A lesson in informing users of your shortcoming
Retro: own your product's shortcomings, a tale of oauth-proxy
I’m starting a company. I need the ability for a user to login with oidc (OAuth 2.0). This is how popular sites implement that cool “One Click Login” for Google and other sites you probably already have an account at. In order to do this the cool-kids-way is to implement a reverse proxy on top of your app that handles oidc. Then you get the best practices and you don’t have to write your own implementation. You can also update that reverse proxy without breaking anything in your app. This takes care of all the complexities of OAuth2 for you.
One such product is the beautiful oauth2-proxy. I found it and loved the interface. I even contributed to solve a bug in the Helm manifest. It supports multiple authentication providers.
After getting everything working with Google SSO, I added an additional provider: the LinkedIn provider I configured a LinkedIn provider with the new configuration format called “Alpha Config.” The configuration took and validated, but I couldn’t see any difference in the login page. The end points also didn’t respond as I would have thought when trying to target a different provider. Turns out, oauth-proxy does NOT support multiple providers at the same time.
The reason for this confusion is because they updated only the configuration file format (Alpha Config) to support multiple providers. They built some future-proofing by making the provider in the new format an array and calling it providers
, but they do nothing with the non-primary provider. Ouch. All that work chasing this solution and it’s a dead end.

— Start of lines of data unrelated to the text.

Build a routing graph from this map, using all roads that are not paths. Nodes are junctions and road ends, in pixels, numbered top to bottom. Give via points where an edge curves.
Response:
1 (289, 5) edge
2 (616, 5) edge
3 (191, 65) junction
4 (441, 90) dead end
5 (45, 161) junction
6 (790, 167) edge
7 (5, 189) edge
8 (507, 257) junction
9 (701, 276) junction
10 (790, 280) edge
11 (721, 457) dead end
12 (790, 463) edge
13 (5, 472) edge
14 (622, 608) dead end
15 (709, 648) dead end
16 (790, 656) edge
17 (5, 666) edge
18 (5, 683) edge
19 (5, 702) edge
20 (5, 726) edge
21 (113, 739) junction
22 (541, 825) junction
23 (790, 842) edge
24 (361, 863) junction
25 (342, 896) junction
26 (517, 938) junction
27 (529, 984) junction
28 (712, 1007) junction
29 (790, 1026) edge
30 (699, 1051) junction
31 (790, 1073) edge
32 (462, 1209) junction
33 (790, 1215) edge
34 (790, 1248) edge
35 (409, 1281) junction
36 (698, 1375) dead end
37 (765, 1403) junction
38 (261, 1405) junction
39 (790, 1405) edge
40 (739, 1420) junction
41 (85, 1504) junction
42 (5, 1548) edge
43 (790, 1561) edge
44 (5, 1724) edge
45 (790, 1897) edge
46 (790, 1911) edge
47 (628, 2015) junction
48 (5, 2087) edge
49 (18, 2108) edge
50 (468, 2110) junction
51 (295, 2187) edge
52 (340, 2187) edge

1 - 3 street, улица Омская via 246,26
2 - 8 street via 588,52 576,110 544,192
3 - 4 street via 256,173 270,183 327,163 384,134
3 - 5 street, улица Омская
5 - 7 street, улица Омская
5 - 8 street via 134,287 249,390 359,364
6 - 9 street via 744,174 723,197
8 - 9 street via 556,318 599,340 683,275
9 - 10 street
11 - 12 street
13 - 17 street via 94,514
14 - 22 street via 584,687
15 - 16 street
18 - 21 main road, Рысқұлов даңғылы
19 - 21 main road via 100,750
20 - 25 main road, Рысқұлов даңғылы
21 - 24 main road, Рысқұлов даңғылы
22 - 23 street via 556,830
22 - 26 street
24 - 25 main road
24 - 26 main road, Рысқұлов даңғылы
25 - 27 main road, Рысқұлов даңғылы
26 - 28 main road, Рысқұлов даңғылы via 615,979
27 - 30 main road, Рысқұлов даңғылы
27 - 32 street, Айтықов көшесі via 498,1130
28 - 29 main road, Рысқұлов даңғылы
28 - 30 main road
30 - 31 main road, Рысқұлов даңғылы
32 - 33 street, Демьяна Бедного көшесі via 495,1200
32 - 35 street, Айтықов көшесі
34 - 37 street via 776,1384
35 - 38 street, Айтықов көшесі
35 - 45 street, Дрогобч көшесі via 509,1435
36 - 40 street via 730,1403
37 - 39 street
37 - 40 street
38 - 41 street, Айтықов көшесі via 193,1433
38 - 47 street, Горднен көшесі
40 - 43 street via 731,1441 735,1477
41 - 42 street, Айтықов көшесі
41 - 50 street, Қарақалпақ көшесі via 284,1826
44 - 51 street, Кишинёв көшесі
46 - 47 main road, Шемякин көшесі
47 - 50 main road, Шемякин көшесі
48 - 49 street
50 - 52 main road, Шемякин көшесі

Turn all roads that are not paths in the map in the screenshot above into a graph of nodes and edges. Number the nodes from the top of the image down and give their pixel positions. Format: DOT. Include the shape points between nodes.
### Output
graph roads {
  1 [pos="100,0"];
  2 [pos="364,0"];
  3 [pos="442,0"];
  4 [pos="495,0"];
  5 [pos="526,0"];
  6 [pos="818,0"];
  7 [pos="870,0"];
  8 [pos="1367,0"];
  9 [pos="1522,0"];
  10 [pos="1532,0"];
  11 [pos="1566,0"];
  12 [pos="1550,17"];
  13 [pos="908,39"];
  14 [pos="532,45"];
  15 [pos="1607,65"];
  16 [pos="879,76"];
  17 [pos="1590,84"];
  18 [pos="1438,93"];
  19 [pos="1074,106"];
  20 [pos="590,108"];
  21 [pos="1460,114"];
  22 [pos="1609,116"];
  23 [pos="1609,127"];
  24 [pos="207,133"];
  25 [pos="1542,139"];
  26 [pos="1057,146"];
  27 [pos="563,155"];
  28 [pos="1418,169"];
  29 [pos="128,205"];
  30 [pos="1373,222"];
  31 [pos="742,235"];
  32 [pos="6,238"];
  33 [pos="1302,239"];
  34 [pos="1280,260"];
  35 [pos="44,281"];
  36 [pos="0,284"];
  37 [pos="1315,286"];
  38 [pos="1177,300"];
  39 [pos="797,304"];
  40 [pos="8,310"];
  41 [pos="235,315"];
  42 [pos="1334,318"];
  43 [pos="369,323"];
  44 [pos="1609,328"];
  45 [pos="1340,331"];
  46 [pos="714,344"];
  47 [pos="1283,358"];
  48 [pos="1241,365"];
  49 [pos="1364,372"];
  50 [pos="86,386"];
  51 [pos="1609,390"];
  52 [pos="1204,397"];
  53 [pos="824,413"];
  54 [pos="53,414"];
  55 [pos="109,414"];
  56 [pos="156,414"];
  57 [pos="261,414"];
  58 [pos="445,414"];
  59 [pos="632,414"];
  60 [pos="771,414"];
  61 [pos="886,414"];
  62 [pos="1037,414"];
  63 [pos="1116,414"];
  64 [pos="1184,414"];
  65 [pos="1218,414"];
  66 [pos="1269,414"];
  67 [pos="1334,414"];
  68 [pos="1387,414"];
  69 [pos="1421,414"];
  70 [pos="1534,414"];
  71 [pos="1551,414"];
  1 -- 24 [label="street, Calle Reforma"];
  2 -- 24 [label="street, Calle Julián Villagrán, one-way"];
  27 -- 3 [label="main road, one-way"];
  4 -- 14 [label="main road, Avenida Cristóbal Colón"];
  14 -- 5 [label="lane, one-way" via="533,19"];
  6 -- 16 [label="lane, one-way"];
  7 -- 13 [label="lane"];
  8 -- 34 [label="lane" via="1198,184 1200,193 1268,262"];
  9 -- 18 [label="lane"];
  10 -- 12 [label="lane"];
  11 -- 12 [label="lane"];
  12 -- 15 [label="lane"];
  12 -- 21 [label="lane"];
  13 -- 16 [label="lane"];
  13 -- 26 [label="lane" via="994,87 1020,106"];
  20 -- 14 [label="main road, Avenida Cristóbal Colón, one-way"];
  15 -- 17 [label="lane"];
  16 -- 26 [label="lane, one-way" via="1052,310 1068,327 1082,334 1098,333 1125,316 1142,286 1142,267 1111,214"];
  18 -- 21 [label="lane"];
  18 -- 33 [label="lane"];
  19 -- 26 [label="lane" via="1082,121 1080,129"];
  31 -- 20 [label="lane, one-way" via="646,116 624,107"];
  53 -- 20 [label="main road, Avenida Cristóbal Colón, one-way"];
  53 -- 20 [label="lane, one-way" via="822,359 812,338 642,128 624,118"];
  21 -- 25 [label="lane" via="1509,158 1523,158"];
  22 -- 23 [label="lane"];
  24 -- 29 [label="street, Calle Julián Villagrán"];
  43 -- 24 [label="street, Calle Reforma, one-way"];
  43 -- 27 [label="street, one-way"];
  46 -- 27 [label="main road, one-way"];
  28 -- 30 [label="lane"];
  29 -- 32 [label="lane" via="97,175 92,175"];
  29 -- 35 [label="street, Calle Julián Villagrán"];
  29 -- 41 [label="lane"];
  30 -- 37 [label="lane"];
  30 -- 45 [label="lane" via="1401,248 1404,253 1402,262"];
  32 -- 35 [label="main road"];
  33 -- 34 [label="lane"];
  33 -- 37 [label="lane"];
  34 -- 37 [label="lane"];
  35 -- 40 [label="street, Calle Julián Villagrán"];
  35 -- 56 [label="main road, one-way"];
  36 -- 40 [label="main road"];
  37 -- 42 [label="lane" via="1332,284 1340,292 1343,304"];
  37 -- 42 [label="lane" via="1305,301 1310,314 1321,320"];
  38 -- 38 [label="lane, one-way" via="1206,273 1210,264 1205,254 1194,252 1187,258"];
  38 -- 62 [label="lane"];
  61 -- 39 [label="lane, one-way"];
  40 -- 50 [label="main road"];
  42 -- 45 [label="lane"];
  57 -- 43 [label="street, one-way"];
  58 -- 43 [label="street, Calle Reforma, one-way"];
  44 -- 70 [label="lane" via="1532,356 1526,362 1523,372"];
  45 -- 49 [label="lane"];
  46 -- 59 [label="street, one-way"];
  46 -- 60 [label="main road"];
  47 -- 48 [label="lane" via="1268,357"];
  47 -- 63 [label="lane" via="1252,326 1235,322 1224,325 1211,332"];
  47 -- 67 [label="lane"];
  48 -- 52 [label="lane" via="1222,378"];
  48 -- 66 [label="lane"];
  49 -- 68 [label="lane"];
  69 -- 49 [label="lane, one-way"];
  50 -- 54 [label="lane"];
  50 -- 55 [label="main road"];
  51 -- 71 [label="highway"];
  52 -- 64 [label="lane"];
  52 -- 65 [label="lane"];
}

Nothing in the docs clearly owned this shortcoming. But in this case, it’s very important to document what you can’t do. Especially when your users will expect it. The feature request for Multiple Providers was opened in 2020. It has 63 upvotes. The last PR on that feature landed in 2021. This is probably not getting fixed any time soon. Time to go back to the drawing board.
I submitted a PR to document this, which was since accepted. Hopefully it saves someone a headache.